Por oportuno, esclarece que, nos termos do disposto no § 9º, do artigo 899 da CLT, efetuou o pagamento do depósito recursal pela metade, vez ser a Reclamada instituição do "Sistema S" e, portanto, sem fins lucrativos , por força do previsto na alínea c, do inciso VI, do artigo 150 da Constituição Federal, artigos 11, 12 e 13 da Lei nº 2.613/55 e parágrafo único do artigo 7º do Decreto-Lei nº 61.836/67. As custas foram devidamente recolhidas.

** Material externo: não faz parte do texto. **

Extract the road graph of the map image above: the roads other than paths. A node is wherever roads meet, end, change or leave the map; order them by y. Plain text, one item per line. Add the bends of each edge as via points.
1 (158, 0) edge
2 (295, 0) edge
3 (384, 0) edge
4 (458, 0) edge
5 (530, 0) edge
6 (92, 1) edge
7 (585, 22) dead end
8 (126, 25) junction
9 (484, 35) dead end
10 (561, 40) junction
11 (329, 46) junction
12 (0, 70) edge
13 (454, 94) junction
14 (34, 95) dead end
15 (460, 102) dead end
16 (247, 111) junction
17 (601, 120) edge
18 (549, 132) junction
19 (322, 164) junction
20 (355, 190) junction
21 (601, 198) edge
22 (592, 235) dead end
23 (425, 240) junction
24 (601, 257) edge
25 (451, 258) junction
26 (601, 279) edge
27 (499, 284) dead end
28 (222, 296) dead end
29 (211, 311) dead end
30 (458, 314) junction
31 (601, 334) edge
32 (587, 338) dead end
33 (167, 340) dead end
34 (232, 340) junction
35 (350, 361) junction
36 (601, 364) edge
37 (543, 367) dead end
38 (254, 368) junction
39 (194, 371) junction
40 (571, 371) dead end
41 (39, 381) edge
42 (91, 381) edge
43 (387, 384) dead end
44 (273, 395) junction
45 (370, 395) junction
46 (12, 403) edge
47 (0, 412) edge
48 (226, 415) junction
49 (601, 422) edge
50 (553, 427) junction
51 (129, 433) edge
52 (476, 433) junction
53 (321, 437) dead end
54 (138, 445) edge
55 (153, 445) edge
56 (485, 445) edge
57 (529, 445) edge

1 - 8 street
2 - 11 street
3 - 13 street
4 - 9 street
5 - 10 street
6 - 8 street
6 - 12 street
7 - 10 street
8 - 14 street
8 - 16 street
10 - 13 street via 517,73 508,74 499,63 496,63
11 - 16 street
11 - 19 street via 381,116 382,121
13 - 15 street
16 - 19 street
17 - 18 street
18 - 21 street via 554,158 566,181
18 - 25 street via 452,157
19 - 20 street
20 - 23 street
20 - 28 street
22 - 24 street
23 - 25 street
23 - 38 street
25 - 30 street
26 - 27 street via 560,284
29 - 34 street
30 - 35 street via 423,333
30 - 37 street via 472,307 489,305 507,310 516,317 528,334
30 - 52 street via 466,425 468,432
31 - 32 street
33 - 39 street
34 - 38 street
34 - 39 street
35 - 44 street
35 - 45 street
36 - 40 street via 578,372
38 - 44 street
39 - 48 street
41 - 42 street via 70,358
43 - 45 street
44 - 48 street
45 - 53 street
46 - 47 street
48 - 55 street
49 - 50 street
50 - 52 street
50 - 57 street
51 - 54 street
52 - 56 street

Deste modo, respeitado o requisito que objeta a deserção.

O instrumento de mandato está nos autos, portanto, regular a representação.

Deste modo, presentes os pressupostos de admissibilidade.

Antes de prosseguir com as razões de recurso, entende a Recorrente necessário apresentar um resumo dos procedimentos aqui adotados, para depois requerer a nulidade da r. decisão ou a reforma no mérito.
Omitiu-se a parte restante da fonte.